The investment bank has posted job openings for roles in its operations division that require a high-school diploma or GED certificate.
"Last year we rolled out an Alternative Staffing Model in Salt Lake City to meet demand around optimizing our coverage of financial exchanges for markets around the world," a Goldman spokesperson told Business Insider in emailed comments.
The "process-coordinator" roles are part of the firm's operations teams that support Goldman's various business lines, including sales, trading, and investment management.
It's a new role, according to the job description, and while a high-school diploma is a basic requirement, an associate degree is preferred.
Process coordinators perform traditional operations functions like trade processing and reconciliations, according to the spokesperson.
Goldman opened its Salt Lake City office in 2000, where it staffs people across the majority of the firm's divisions. For years the bank has been moving roles out of high-cost hubs like New York and London to "high-value" cities like Salt Lake and Dallas.
But employees in these locations still support businesses in cities like New York, so their hours can skew early.
While the process-coordinator jobs are full time, the hours may be adjusted to be in-line with hub locations.
"As these roles have alternate working hours, often starting very early in the morning or later in the day, we've seen high demand from job seekers who need flexibility in their work schedule," the spokesperson said.

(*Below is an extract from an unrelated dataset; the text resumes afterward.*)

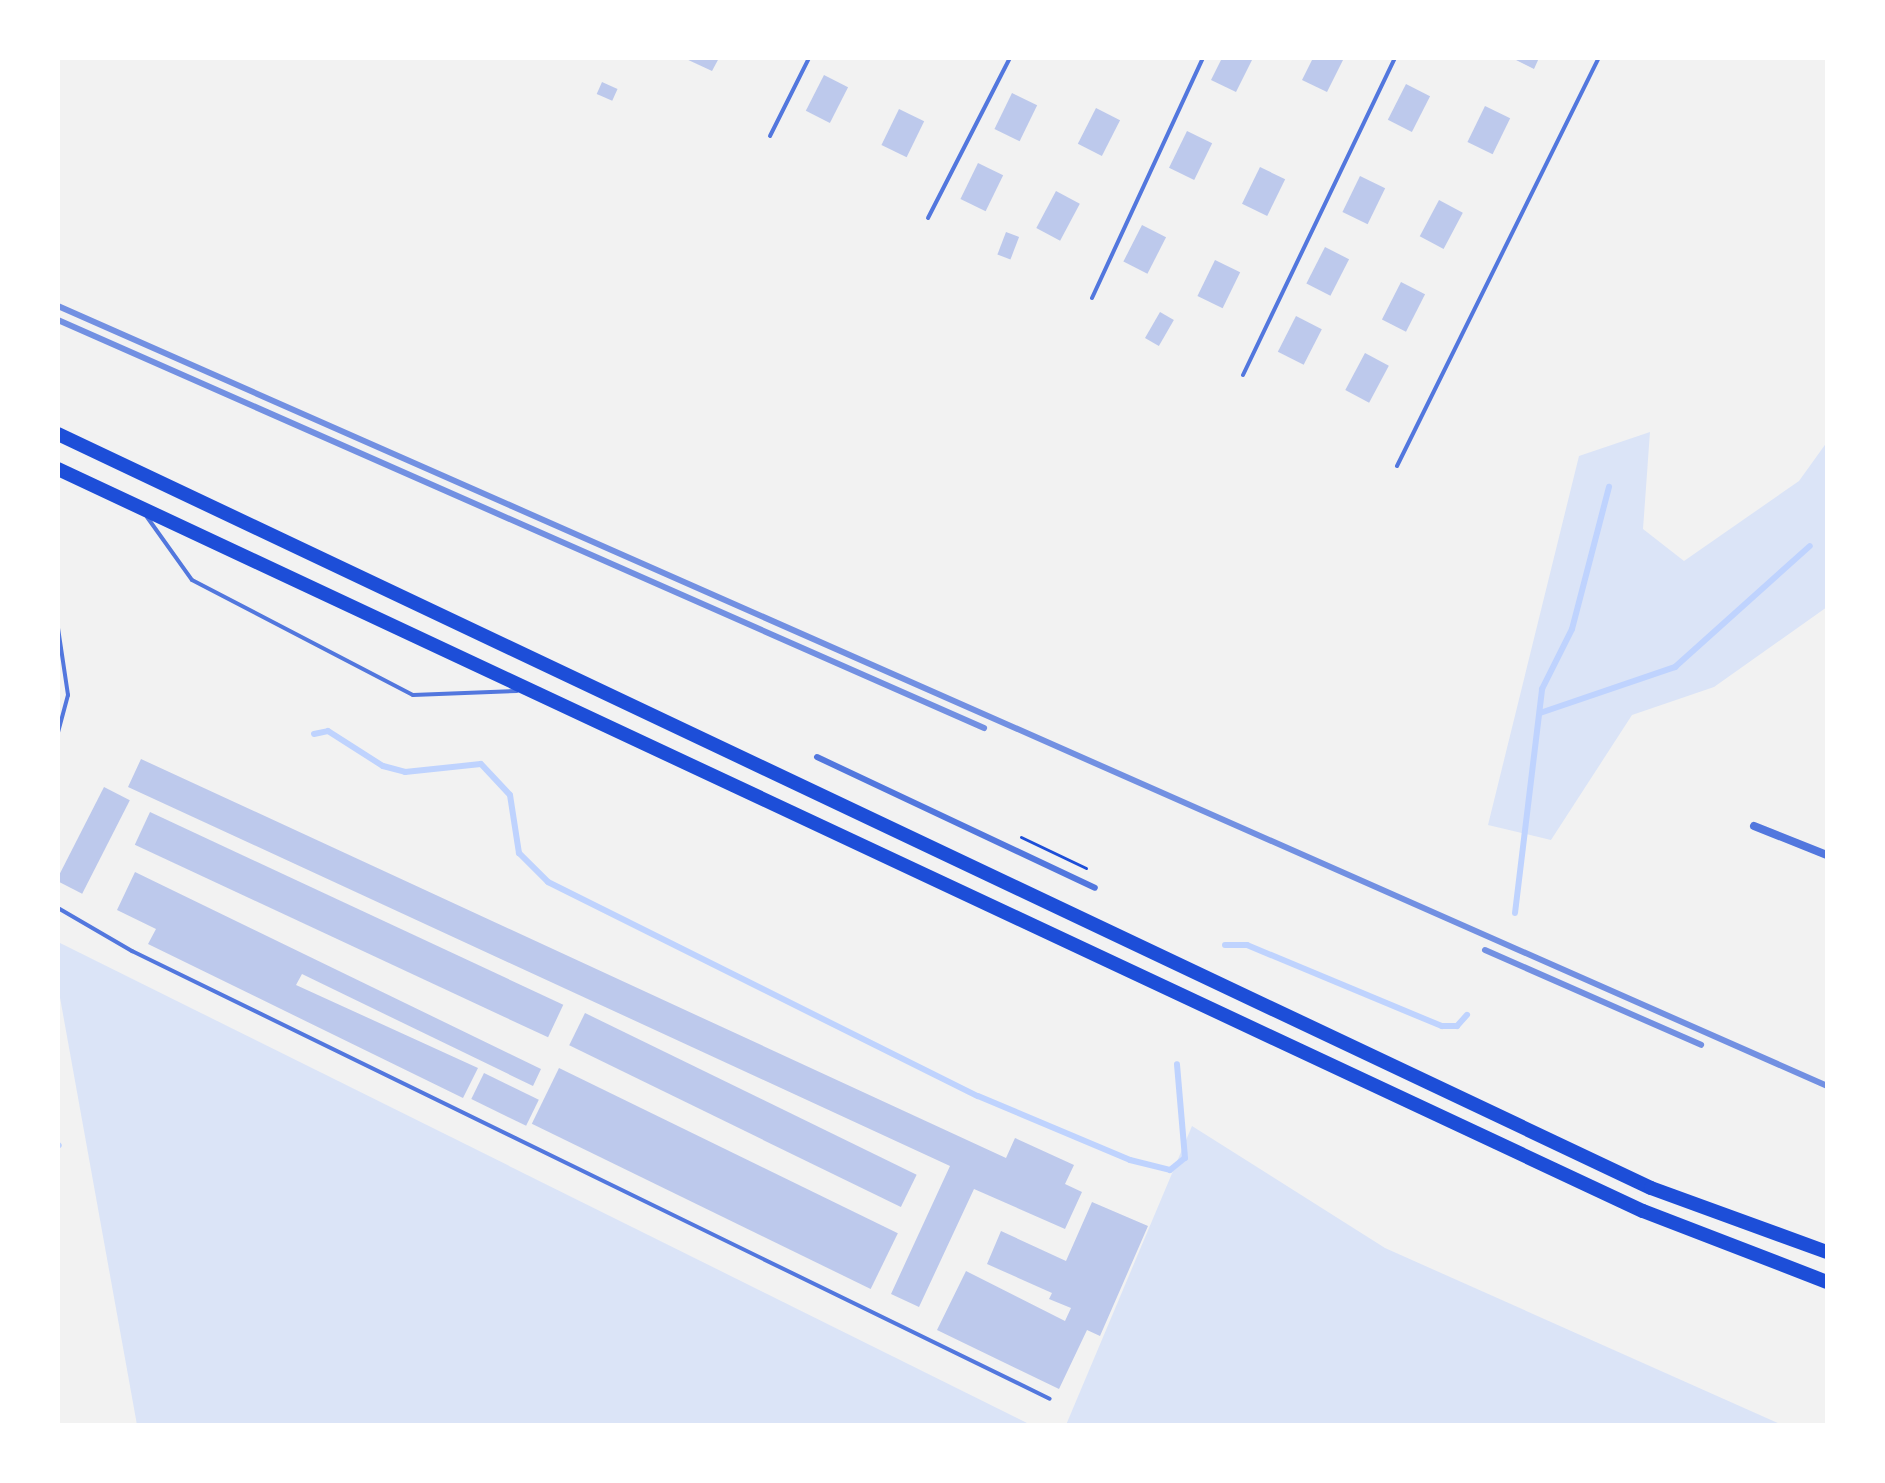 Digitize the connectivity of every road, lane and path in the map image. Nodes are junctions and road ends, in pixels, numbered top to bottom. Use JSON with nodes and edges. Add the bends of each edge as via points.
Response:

Process coordinators are hired through a typical interview process, which includes meeting with the leadership of the team, the spokesperson said.

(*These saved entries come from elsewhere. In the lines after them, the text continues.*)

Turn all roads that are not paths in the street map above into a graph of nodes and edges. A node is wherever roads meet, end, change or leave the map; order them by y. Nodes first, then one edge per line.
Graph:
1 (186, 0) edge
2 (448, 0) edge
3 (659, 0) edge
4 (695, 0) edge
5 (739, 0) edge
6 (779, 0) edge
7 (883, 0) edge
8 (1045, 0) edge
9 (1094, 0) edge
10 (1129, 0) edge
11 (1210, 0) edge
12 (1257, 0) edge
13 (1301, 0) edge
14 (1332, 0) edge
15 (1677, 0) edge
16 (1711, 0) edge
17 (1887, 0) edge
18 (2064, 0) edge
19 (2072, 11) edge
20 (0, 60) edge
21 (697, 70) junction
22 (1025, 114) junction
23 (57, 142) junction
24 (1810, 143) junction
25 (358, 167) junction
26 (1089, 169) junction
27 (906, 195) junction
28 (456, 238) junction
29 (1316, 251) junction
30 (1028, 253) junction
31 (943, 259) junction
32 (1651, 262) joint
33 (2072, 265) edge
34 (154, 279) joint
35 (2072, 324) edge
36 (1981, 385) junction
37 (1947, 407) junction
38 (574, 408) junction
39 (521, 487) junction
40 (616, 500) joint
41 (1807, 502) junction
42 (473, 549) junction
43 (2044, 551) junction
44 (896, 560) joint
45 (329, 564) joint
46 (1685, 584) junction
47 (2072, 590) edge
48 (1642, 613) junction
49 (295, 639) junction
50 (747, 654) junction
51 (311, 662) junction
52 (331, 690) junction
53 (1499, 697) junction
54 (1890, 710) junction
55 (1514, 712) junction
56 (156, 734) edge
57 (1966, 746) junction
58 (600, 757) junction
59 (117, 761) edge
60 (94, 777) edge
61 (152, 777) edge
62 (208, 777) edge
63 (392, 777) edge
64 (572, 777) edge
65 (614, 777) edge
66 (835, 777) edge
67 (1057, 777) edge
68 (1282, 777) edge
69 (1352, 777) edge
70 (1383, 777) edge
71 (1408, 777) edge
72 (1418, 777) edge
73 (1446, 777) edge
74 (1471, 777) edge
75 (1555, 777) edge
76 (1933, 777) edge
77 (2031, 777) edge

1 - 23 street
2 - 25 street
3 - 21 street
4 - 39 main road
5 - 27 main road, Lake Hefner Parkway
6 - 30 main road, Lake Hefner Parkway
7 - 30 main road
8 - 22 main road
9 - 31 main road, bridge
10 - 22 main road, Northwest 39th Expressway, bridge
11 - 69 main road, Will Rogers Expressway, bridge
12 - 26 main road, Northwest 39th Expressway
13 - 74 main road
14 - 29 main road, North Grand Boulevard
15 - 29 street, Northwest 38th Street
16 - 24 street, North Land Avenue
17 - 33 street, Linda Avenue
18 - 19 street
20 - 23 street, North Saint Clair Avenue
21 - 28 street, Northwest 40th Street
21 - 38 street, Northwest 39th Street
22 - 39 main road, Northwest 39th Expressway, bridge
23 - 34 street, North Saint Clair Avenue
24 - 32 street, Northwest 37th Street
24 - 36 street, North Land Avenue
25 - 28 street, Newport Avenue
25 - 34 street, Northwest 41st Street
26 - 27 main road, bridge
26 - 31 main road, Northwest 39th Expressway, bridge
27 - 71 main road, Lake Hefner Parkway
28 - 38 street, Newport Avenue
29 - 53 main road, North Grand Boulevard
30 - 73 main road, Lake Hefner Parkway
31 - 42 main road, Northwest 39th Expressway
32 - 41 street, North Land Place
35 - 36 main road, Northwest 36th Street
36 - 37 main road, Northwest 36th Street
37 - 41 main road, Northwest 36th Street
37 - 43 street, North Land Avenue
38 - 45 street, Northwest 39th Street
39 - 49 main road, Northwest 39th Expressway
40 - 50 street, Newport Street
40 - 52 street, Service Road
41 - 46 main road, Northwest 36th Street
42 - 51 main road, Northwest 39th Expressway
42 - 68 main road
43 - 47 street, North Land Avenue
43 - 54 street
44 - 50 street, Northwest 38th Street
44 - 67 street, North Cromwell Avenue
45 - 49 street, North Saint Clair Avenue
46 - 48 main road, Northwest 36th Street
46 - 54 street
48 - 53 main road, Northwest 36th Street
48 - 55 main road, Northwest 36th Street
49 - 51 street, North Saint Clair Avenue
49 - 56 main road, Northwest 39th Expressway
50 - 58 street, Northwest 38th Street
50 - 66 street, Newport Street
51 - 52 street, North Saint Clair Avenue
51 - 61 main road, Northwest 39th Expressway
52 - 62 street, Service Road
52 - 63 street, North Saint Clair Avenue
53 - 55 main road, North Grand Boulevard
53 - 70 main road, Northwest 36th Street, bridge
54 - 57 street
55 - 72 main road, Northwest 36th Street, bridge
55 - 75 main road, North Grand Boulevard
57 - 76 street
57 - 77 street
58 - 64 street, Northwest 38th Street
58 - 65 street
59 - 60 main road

Goldman Sachs has long been known for its rigorous interview process, and landing a job at the prestigious investment bank is not easy. Of the 1 million job applications the firm receives each year, it hires just 5,000 of them, an acceptance rate of 0.5%.
While many of these applicants are vying for roles in the firm's revenue-generating divisions, like investment banking or sales and trading, prospective hires across all divisions have to go through similar interview processes to get an offer.

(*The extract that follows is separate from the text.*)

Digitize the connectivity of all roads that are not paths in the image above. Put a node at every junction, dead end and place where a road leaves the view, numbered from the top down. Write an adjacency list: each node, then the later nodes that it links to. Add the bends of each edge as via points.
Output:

For college grads, landing an internship or entry-level role is more about academics and culture fit. The bank is looking for curiosity and drive, Dane Holmes, the firm's former head of human capital management, previously told Business Insider.
Lateral hires — usually midlevel employees with experience at other firms — need to demonstrate technical skills too.
The process-coordinator jobs fall somewhere in between. They aren't necessarily "entry level," as the firm is looking for previous experience in a "business process-oriented" role. But the move to waive the undergraduate-degree requirement is new for Goldman.
Typically, entry-level roles at Goldman are filled through college-campus recruiting efforts and its pipeline of summer analysts, many of whom are offered full-time roles before they return to school for their senior years.
And Goldman's employees have tended to come from top-ranked schools, according to LinkedIn data.
But Goldman's approach to hiring has been changing. In 2016, the firm stopped visiting colleges to conduct on-campus interviews, instead asking applicants to complete their first-round interviews via the prerecorded-video platform HireVue.
"As we've built offices in new cities and geographic locations, we've needed to recruit at more schools located in those areas. Video interviews allow us to do that," Holmes wrote in the Harvard Business Review.
Editor's note: Shannen Balogh was previously an employee of Goldman Sachs in New York.